Luna Park is open. Baseball season has begun. Here comes the sun, New York, the lovely, lovely sun after a long winter full of nor’easters.
Not so fast: April remains a cruel month, mainly because the threat of snow is not yet over. In honor of the 5 inches of snow that blanketed parts of the city on Monday, we’ve rounded up the biggest April snowstorms on record in Central Park, according to the National Weather Service.
Also just a PSA: It has snowed in May four times. Trace amounts were recorded in Central Park in 1946, 1956, 1977 and 1995, documents show.
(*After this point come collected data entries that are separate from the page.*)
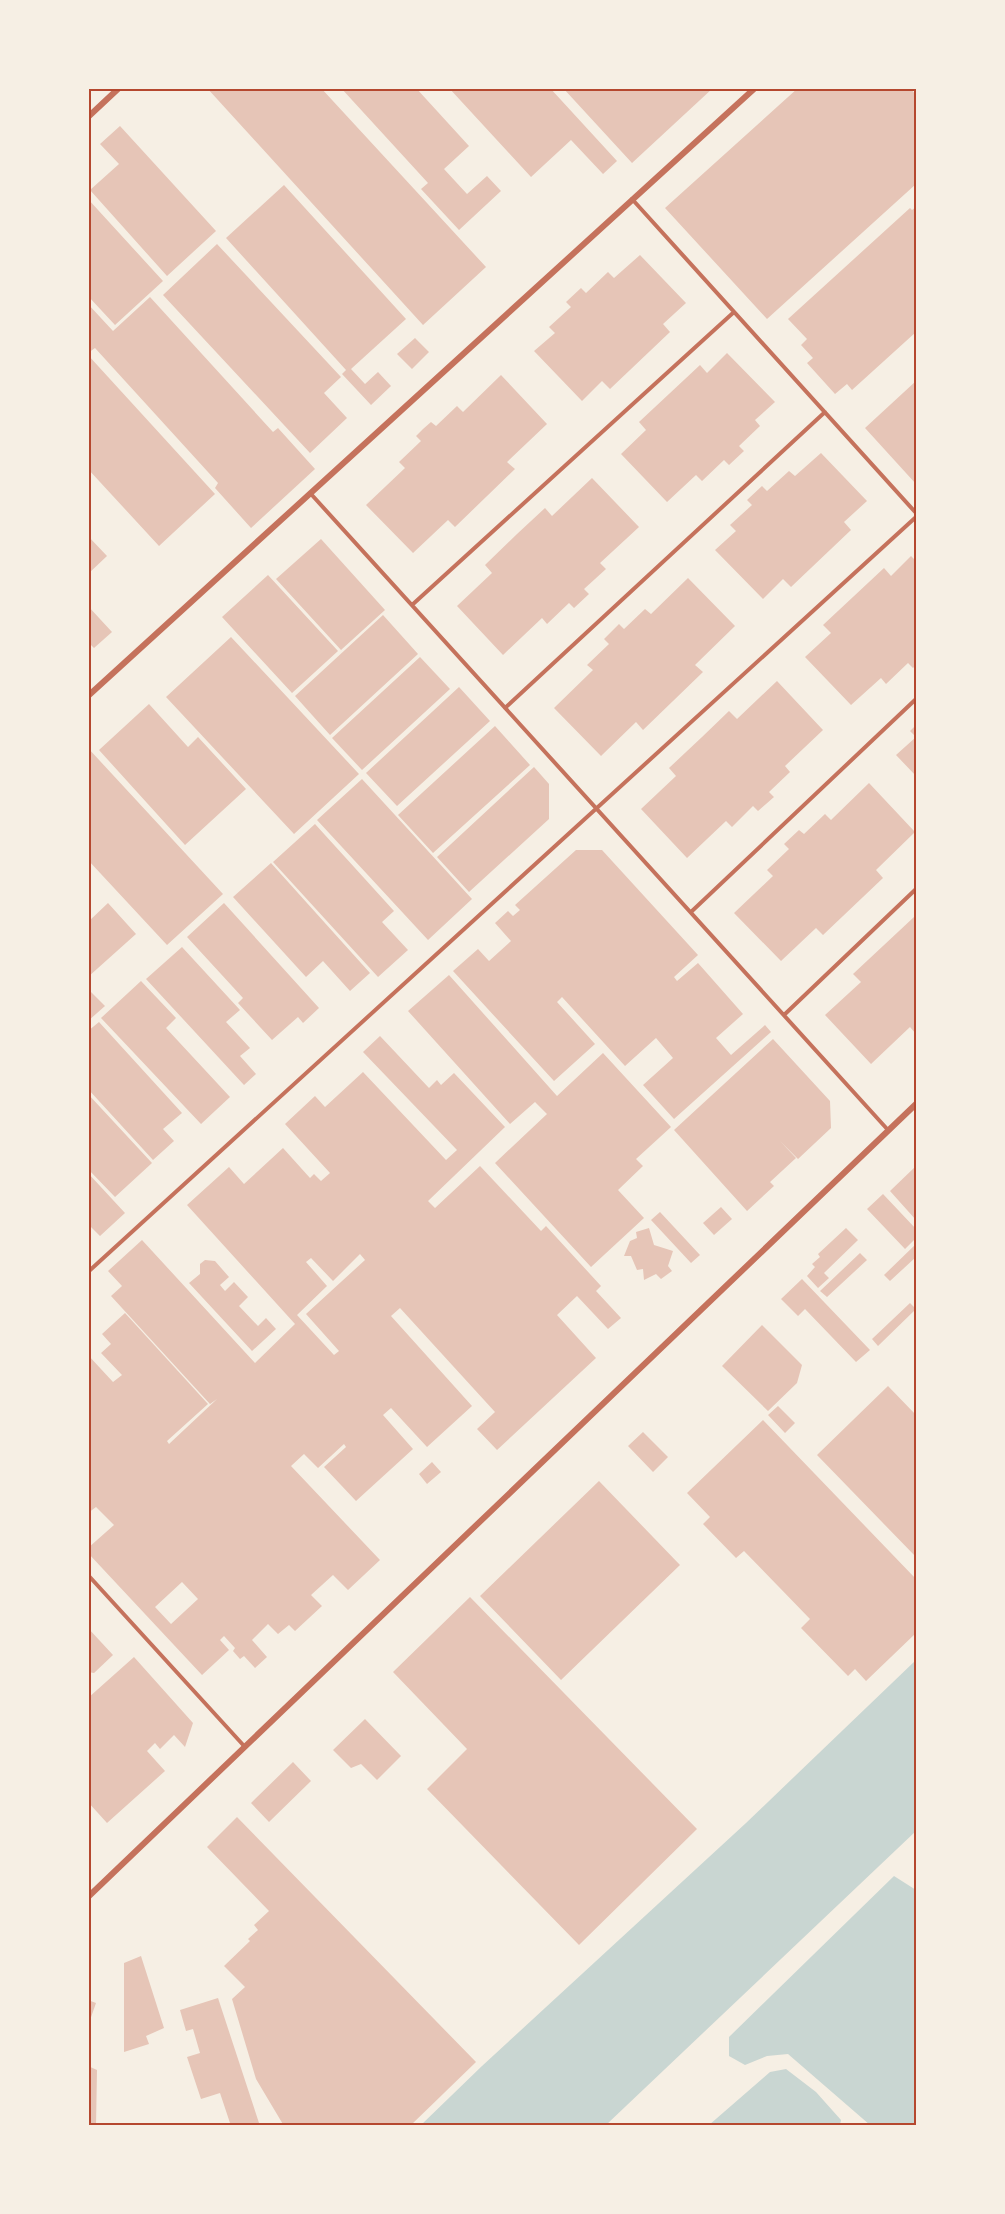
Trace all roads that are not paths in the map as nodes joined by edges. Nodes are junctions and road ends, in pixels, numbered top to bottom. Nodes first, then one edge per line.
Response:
1 (119, 88) edge
2 (755, 88) edge
3 (88, 117) edge
4 (632, 199) junction
5 (734, 312) junction
6 (825, 412) junction
7 (311, 494) junction
8 (916, 515) edge
9 (412, 605) junction
10 (88, 696) edge
11 (916, 699) edge
12 (505, 708) junction
13 (597, 809) junction
14 (916, 889) edge
15 (691, 912) junction
16 (784, 1014) junction
17 (916, 1104) edge
18 (889, 1130) junction
19 (88, 1272) edge
20 (88, 1575) edge
21 (245, 1747) junction
22 (88, 1897) edge

1 - 3 street
2 - 4 street
4 - 5 lane
4 - 7 street
5 - 6 lane
5 - 9 lane
6 - 8 lane
6 - 12 lane
7 - 9 lane
7 - 10 street
8 - 13 lane
9 - 12 lane
11 - 15 lane
12 - 13 lane
13 - 15 lane
13 - 19 lane
14 - 16 lane
15 - 16 lane
16 - 18 lane
17 - 18 street
18 - 21 street
20 - 21 lane
21 - 22 street

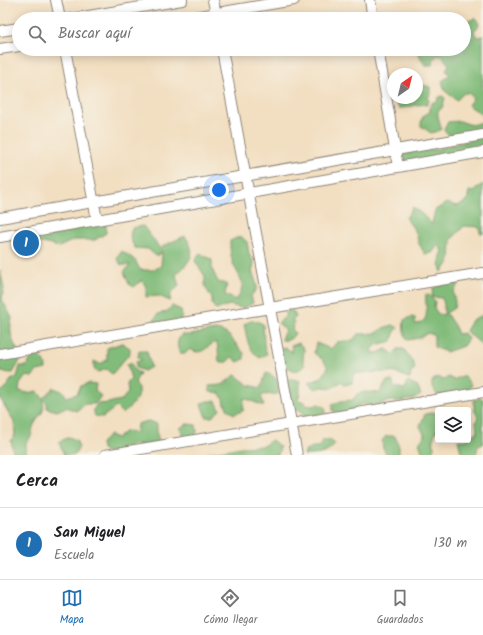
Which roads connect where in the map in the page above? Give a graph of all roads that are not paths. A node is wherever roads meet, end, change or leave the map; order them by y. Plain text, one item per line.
1 (56, 0) edge
2 (182, 0) edge
3 (213, 0) edge
4 (294, 0) edge
5 (370, 0) edge
6 (59, 12) edge
7 (112, 12) edge
8 (215, 12) edge
9 (236, 12) edge
10 (372, 12) edge
11 (12, 29) edge
12 (0, 31) edge
13 (12, 47) edge
14 (0, 50) edge
15 (66, 56) edge
16 (223, 56) edge
17 (379, 56) edge
18 (483, 135) edge
19 (395, 150) junction
20 (483, 152) edge
21 (398, 167) junction
22 (247, 176) junction
23 (249, 193) junction
24 (94, 202) junction
25 (0, 218) edge
26 (97, 220) junction
27 (0, 237) edge
28 (483, 273) edge
29 (270, 308) junction
30 (0, 354) edge
31 (483, 392) edge
32 (291, 424) junction
33 (105, 455) edge
34 (297, 455) edge

1 - 6 street
2 - 7 street
3 - 8 street
4 - 9 street
5 - 10 street
11 - 12 street
13 - 14 street
15 - 24 street
16 - 22 street
17 - 19 street
18 - 19 street
19 - 21 street
19 - 22 street
20 - 21 street
21 - 23 street
22 - 23 street
22 - 24 street
23 - 26 street
23 - 29 street
24 - 25 street
24 - 26 street
26 - 27 street
28 - 29 street
29 - 30 street
29 - 32 street
31 - 32 street
32 - 33 street
32 - 34 street

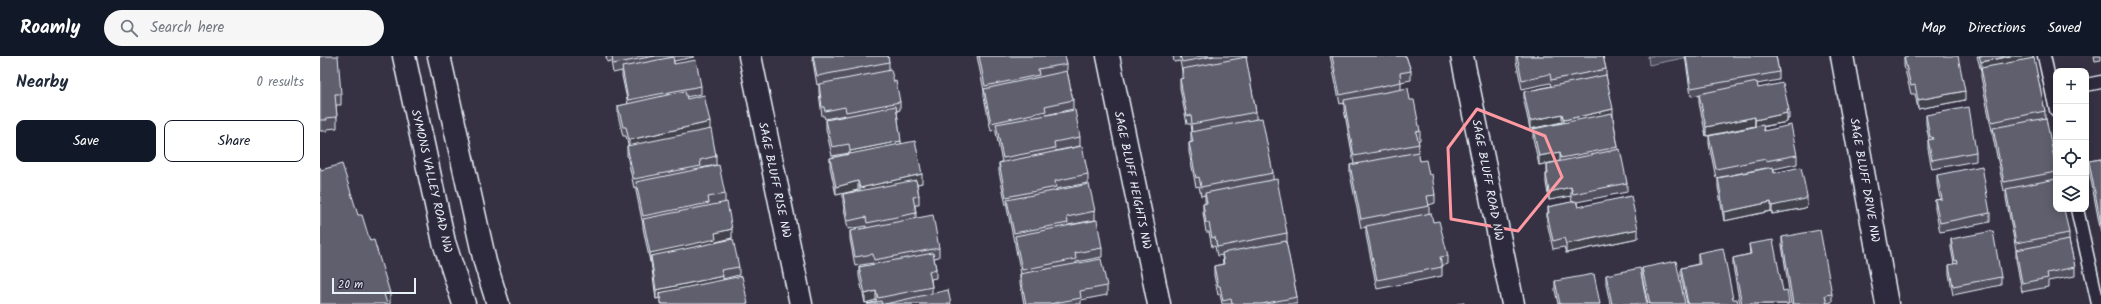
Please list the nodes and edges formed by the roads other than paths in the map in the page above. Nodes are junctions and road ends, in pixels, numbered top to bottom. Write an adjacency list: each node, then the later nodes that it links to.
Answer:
1 (404, 56): 12 (street, SYMONS VALLEY ROAD NW)
2 (439, 56): 13 (street)
3 (750, 56): 14 (street, SAGE BLUFF RISE NW)
4 (1108, 56): 15 (street, SAGE BLUFF HEIGHTS NW)
5 (1462, 56): 16 (street, SAGE BLUFF ROAD NW)
6 (1842, 56): 17 (street, SAGE BLUFF DRIVE NW)
7 (2044, 56): 10 (lane)
8 (2101, 82): 9 (lane)
9 (2089, 84)
10 (2053, 88)
11 (2078, 212): 18 (lane)
12 (464, 304)
13 (498, 304)
14 (801, 304)
15 (1159, 304)
16 (1513, 304)
17 (1887, 304)
18 (2098, 304)

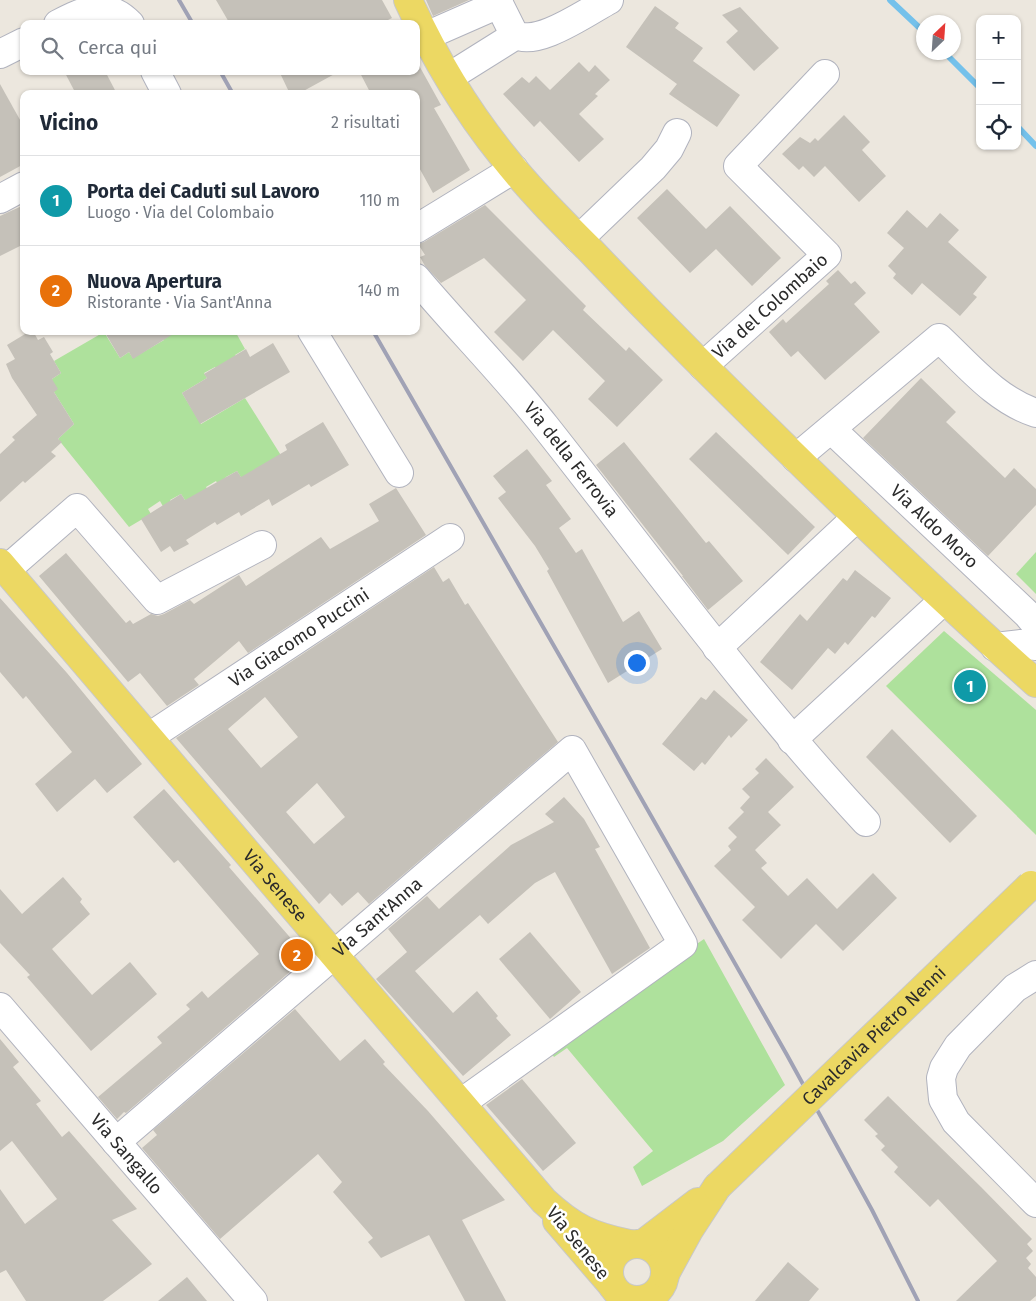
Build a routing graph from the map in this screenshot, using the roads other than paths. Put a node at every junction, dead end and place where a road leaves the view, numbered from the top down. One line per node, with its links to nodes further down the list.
1 (408, 0): 6 (main road, Via del Colombaio)
2 (609, 0): 9 (street)
3 (497, 1): 8 (street); 9 (street)
4 (66, 20): 5 (street)
5 (126, 20)
6 (418, 20)
7 (420, 24): 8 (main road, Via del Colombaio)
8 (426, 36): 14 (main road, Via del Colombaio)
9 (516, 36): 14 (street)
10 (20, 44): 11 (street)
11 (0, 54)
12 (825, 74): 24 (street, Via del Colombaio)
13 (157, 75): 15 (street)
14 (450, 77): 17 (main road, Via del Colombaio)
15 (165, 90)
16 (677, 133): 21 (street)
17 (514, 169): 20 (street); 21 (main road, Via del Colombaio)
18 (20, 188): 19 (street)
19 (0, 199)
20 (420, 227)
21 (579, 239): 24 (main road, Via del Colombaio)
22 (420, 283): 37 (street, Via della Ferrovia)
23 (314, 335): 28 (street)
24 (703, 366): 27 (main road, Via del Colombaio)
25 (1036, 413): 26 (street)
26 (831, 429): 27 (street); 34 (street, Via Aldo Moro)
27 (796, 458): 29 (main road, Via del Colombaio)
28 (399, 472)
29 (857, 517): 33 (main road, Via del Colombaio); 37 (street)
30 (450, 538): 39 (street, Via Giacomo Puccini)
31 (262, 545): 32 (street, Via Senese)
32 (3, 566): 39 (main road, Via Senese)
33 (944, 600): 35 (main road, Via del Colombaio); 40 (street)
34 (1036, 625)
35 (995, 646): 36 (street); 38 (main road, Via del Colombaio)
36 (1036, 646)
37 (717, 648): 40 (street, Via della Ferrovia)
38 (1036, 683)
39 (149, 737): 43 (main road, Via Senese)
40 (792, 740): 41 (street, Via della Ferrovia)
41 (866, 822)
42 (1034, 881): 48 (main road, Cavalcavia Pietro Nenni, bridge)
43 (335, 954): 46 (main road, Via Senese); 46 (street, Via Sant'Anna); 47 (street, Via Sant'Anna)
44 (1036, 975): 50 (street)
45 (0, 1007): 47 (street, Via Sangallo)
46 (461, 1103): 49 (main road, Via Senese)
47 (116, 1142): 54 (street, Via Sangallo)
48 (717, 1187): 51 (main road, Cavalcavia Pietro Nenni); 52 (main road, Cavalcavia Pietro Nenni)
49 (544, 1200): 51 (main road, Via Senese); 53 (main road, Via Senese)
50 (1036, 1203)
51 (636, 1244): 52 (main road); 53 (main road)
52 (665, 1285): 53 (main road)
53 (621, 1294)
54 (254, 1301)

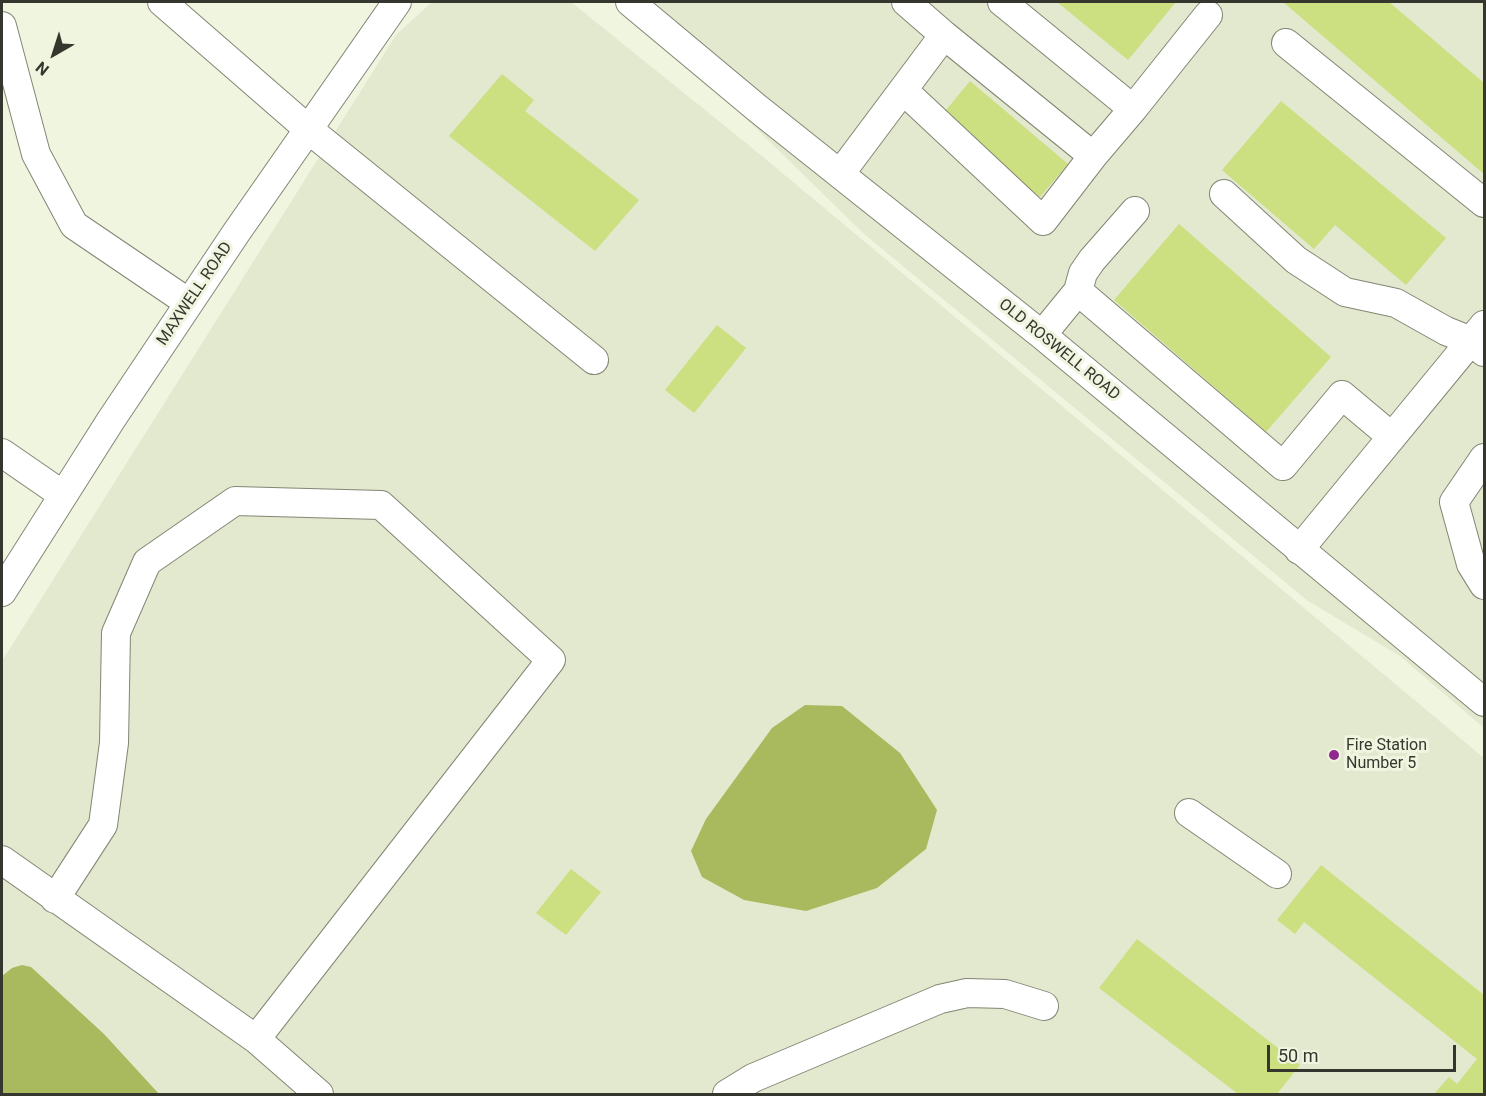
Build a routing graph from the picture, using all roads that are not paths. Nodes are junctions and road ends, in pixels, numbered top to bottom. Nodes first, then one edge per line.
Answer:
1 (162, 2) edge
2 (397, 2) edge
3 (630, 2) edge
4 (906, 2) edge
5 (1002, 2) edge
6 (1208, 15) dead end
7 (2, 26) edge
8 (944, 35) junction
9 (1286, 43) dead end
10 (903, 90) junction
11 (1133, 109) junction
12 (308, 129) junction
13 (1093, 156) junction
14 (840, 174) junction
15 (1224, 194) dead end
16 (1485, 203) edge
17 (1135, 211) dead end
18 (1078, 291) junction
19 (189, 303) junction
20 (1042, 335) junction
21 (1480, 339) edge
22 (594, 360) dead end
23 (1392, 437) junction
24 (2, 453) edge
25 (1485, 458) edge
26 (63, 495) junction
27 (1299, 550) junction
28 (1485, 585) edge
29 (2, 592) edge
30 (1485, 702) edge
31 (1189, 813) dead end
32 (2, 860) edge
33 (1277, 874) dead end
34 (55, 898) junction
35 (1044, 1006) dead end
36 (256, 1039) junction
37 (319, 1095) edge
38 (728, 1095) edge

1 - 12 street
2 - 12 street, MAXWELL ROAD
3 - 14 street, OLD ROSWELL ROAD
4 - 8 street
5 - 11 street
6 - 11 street
7 - 19 street
8 - 10 street
8 - 13 street
9 - 16 street
10 - 13 street
10 - 14 street
11 - 13 street
12 - 19 street, MAXWELL ROAD
12 - 22 street
14 - 20 street, OLD ROSWELL ROAD
15 - 21 street
17 - 18 street
18 - 20 street
18 - 23 street
19 - 26 street, MAXWELL ROAD
20 - 27 street, OLD ROSWELL ROAD
21 - 23 street
23 - 27 street
24 - 26 street
25 - 28 street
26 - 29 street, MAXWELL ROAD
27 - 30 street, OLD ROSWELL ROAD
31 - 33 street
32 - 34 street
34 - 36 street
34 - 36 street
35 - 38 street
36 - 37 street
April 12-14, 1875: 10 inches
1875 was not a great year for NYC, weather-wise: January had an average temperature of 23.6 degrees; February had an average temperature of 25.2; and March just 34.1 degrees.
But April perhaps takes the cake. With an average temperate of 43.1 degrees, it’s the second-coldest April on record. Not to mention the snow: 10 inches fell between April 12 and 14, one of the latest snowfalls on record, according to the NWS.
April 3-4, 1915: 10.5 inches
The Easter Sunday Blizzard in 1915 mainly slammed the southeastern U.S., dumping more than 19 inches of snow in Philadelphia. New York, too, was not spared: 10.5 inches of snow fell, according to the NWS, and it most likely ruined everyone’s weekend.
April 8-9, 1917: 6.5 inches
The winter of 1917 seems to have gotten off to a late start. A storm on March 4-5 dumped 6.7 inches of snow on the city, followed by an April storm that left 6.5 inches of snow on the ground, data show. And then May had an average high temperature of just 54.3 degrees, one of the coldest on record.
April 1, 1924: 8.5 inches
New Yorkers weren’t laughing during this April Fools’ Day storm. It dumped 8.5 inches of snow on the city, also slamming Washington, D.C., and Philadelphia, according to the NWS. Things didn’t really get any better in May, which had an average temperature of just 57.3 degrees.
April 6-7, 1938: 6.4 inches
Even though snow in April sounds bad no matter what, the April 1938 storm at least wasn’t as bad as it was in Chicago, where 9.1 inches of snow fell.
April 5, 1944: 6.5 inches
In the midst of World War II, New York got a dose of snow to make things just a little bit worse. Things got warmer in May, which had an average temperature of lovely 67 degrees, so at least that’s something.
April 6, 1982: 9.6 inches
Yankee Stadium Opening Day should mean sun, right? Not in 1982, when the Yankees-Rangers opener was canceled due to a reported 9.6 inches of snow being dumped on the city. ”Snow in April?” Frank Panisello told The New York Times. “Only once in your life.”
The blizzard classified April 1982 as the third-snowiest April on record. But hey, at least that was the only snowfall that month.